Manchester Courthouse to be renamed for Marsh brothers on May 20
Jeremy M. Lazarus | 5/20/2016, 8:24 a.m.
It took 16 months, but the long-awaited public ceremony to rename the Manchester Courthouse for Richmond’s first African-American mayor, Henry L. Marsh III, and his late brother, Harold M. Marsh Sr., will take place Friday, May 20.
Mayor Dwight C. Jones, who proposed the renaming, will lead the 4 p.m. rededication of the building at 920 Hull St. in South Side.
The event will feature the unveiling of a new sign with the names of the sibling lawyers who are credited with major contributions to the political and civic life of the city.
Along with Mayor Jones, speakers will include Congressman Robert E. “Bobby” Scott, D-3rd; U.S. District Court Judge Raymond A. Jackson; Richmond District Court Chief Judge D. Eugene Cheek Sr.; Old Dominion Bar Association President Helivi L. Holland; and Richmond Bar Association President Vernon E. Inge.
Mr. Marsh and his niece, Dr. Erica E. Marsh, daughter of Harold Marsh, also are to speak.
Richmond City Council endorsed Mayor Jones’ renaming plan in January 2015, but the ceremony was delayed to give the Marsh family time to assemble for the program.
Henry Marsh served on Richmond City Council for 25 years and, in 1977, became the first African-American mayor of Richmond. He was elected mayor by council colleagues after Richmonders voted into office the first African-American majority on City Council.
In 1991, he gave up his council seat after winning election to the state Senate from the 16th District, stretching from Richmond to Petersburg. Repeatedly re-elected, he resigned in 2014, after Gov. Terry McAuliffe appointed him as a commissioner of the Virginia Alcoholic Beverage Control Board.
As an attorney, Mr. Marsh successfully fought numerous legal battles on the civil rights front as a partner in the renowned law firm of Hill, Tucker & Marsh, which is now closed.
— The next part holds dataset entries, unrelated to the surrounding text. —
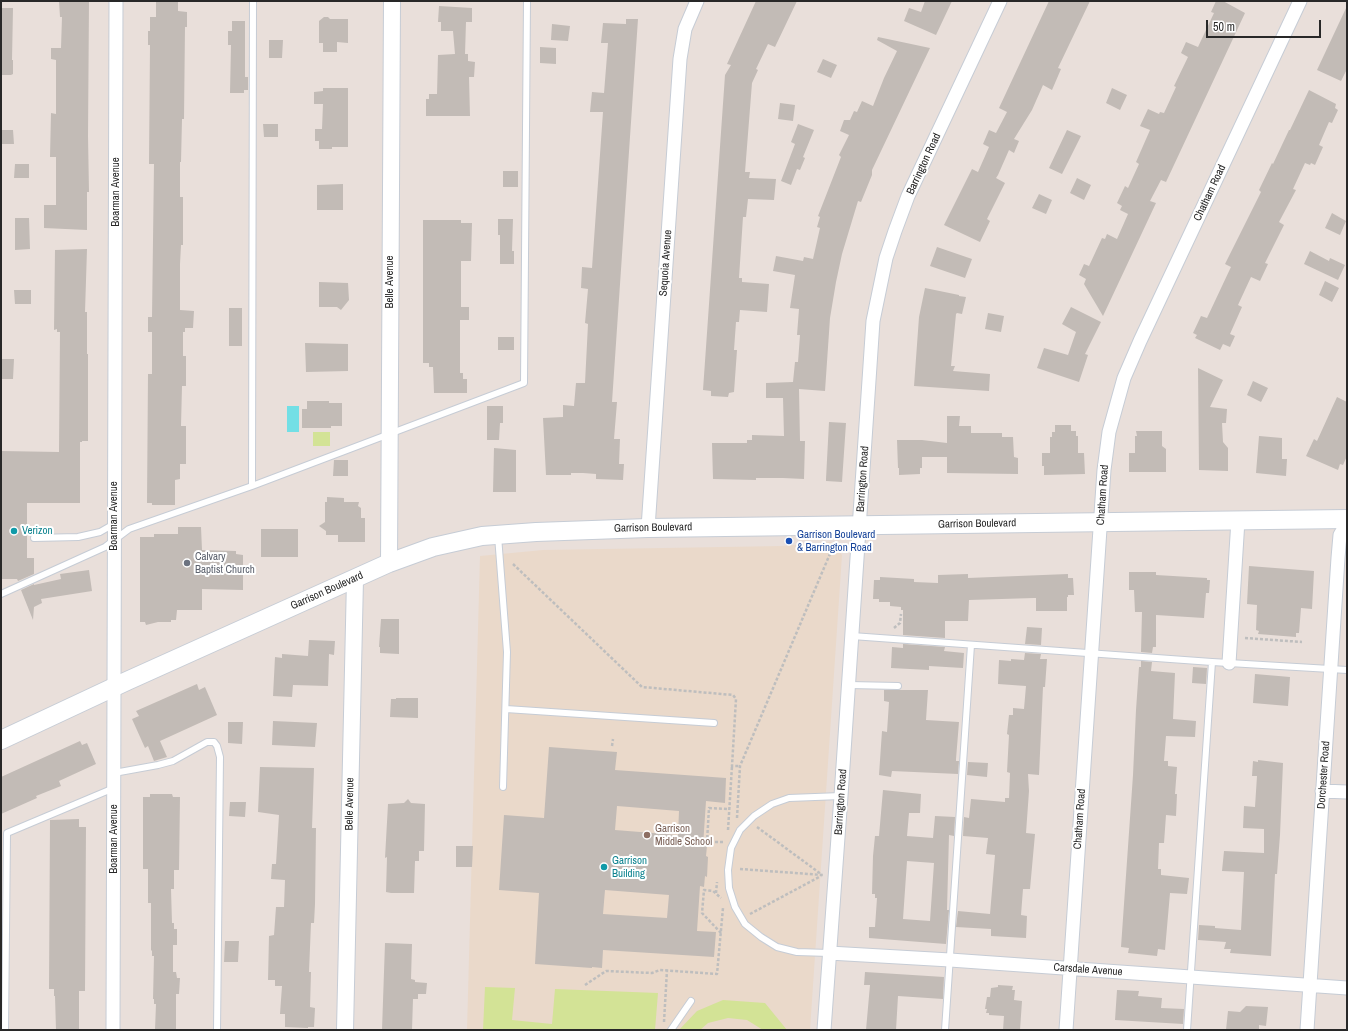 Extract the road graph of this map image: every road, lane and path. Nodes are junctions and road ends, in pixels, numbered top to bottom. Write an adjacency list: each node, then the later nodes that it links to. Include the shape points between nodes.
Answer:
1 (116, 1): 14 (street, Boarman Avenue)
2 (254, 1): 9 (lane)
3 (392, 1): 8 (street, Belle Avenue)
4 (527, 1): 8 (lane, via 524,383)
5 (697, 1): 16 (street, Sequoia Avenue, via 685,29 680,58)
6 (1000, 1): 15 (street, Barrington Road, via 908,196 886,258 873,321)
7 (1300, 1): 12 (street, Chatham Road, via 1124,378 1109,432)
8 (389, 435): 9 (lane); 21 (street, Belle Avenue)
9 (252, 486): 19 (lane, via 129,529)
10 (1347, 519): 11 (main road, Garrison Boulevard)
11 (1238, 520): 12 (main road, Garrison Boulevard); 33 (street)
12 (1101, 522): 15 (main road, Garrison Boulevard); 31 (street, Chatham Road)
13 (1347, 523): 34 (street, Dorchester Road, via 1340,535)
14 (114, 524): 18 (lane, via 100,532 78,537); 19 (street, Boarman Avenue)
15 (860, 525): 16 (main road, Garrison Boulevard); 27 (street, Barrington Road)
16 (648, 528): 17 (main road, Garrison Boulevard)
17 (498, 534): 21 (main road, Garrison Boulevard, via 463,539); 39 (lane, via 507,652)
18 (34, 538)
19 (114, 540): 24 (lane, via 105,547); 38 (street, Boarman Avenue)
20 (835, 542): 45 (path)
21 (389, 563): 23 (main road, Garrison Boulevard)
22 (513, 564): 44 (path, via 642,687 733,695 736,698)
23 (355, 579): 38 (main road, Garrison Boulevard); 74 (street, Belle Avenue)
24 (1, 594)
25 (901, 614): 26 (path, via 900,623)
26 (888, 628)
27 (852, 636): 30 (lane); 36 (street, Barrington Road)
28 (1243, 638): 29 (path)
29 (1302, 642)
30 (971, 645): 31 (lane); 62 (lane)
31 (1092, 654): 32 (lane); 63 (street, Chatham Road)
32 (1212, 662): 33 (lane); 65 (lane)
33 (1229, 663): 34 (lane)
34 (1330, 670): 35 (lane); 49 (street, Dorchester Road)
35 (1347, 670)
36 (849, 685): 37 (lane); 51 (street, Barrington Road)
37 (898, 686)
38 (115, 687): 42 (main road, Garrison Boulevard); 46 (street, Boarman Avenue)
39 (506, 709): 40 (lane); 47 (lane)
40 (714, 723)
41 (612, 739): 43 (path)
42 (1, 740)
43 (612, 746)
44 (732, 766): 45 (path); 52 (path)
45 (740, 766): 53 (path)
46 (114, 773): 48 (street, Boarman Avenue); 73 (lane, via 173,761 207,742 214,742 217,746 220,757)
47 (503, 787)
48 (114, 788): 71 (lane, via 7,834); 72 (street, Boarman Avenue)
49 (1322, 791): 50 (street); 67 (street, Dorchester Road)
50 (1347, 792)
51 (841, 796): 61 (street, Barrington Road); 61 (lane, via 789,798 772,804 754,816 740,830 731,848 728,870 729,888 735,907 745,924 777,947 797,952)
52 (729, 809): 55 (path); 56 (path, via 709,808 707,842)
53 (736, 824)
54 (757, 827): 58 (path)
55 (728, 831)
56 (726, 842)
57 (740, 869): 58 (path)
58 (823, 875): 59 (path)
59 (748, 915)
60 (721, 933): 60 (path, via 702,913 704,890 713,891 724,901); 64 (path, via 717,974)
61 (829, 953): 62 (street, Carsdale Avenue); 76 (street, Barrington Road)
62 (950, 960): 63 (street, Carsdale Avenue); 77 (lane)
63 (1070, 968): 65 (street, Carsdale Avenue); 78 (street, Chatham Road)
64 (667, 970): 66 (path, via 652,973 606,971); 70 (path)
65 (1190, 977): 67 (street, Carsdale Avenue); 79 (lane)
66 (585, 985)
67 (1310, 986): 68 (street, Carsdale Avenue); 80 (street, Dorchester Road)
68 (1347, 988)
69 (691, 1001): 75 (lane)
70 (664, 1022)
71 (4, 1030)
72 (113, 1030)
73 (218, 1030)
74 (345, 1030)
75 (671, 1030)
76 (824, 1030)
77 (945, 1030)
78 (1066, 1030)
79 (1187, 1030)
80 (1307, 1030)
Harold Marsh, also a partner in the law firm, earned a reputation for community service through his various roles as an attorney, as a substitute judge in the Richmond General District Court and as a supporter of Thomas Jefferson High School and its athletic teams long after his children had graduated. He was shot to death in August 1997 by a person embittered over the results of a civil suit.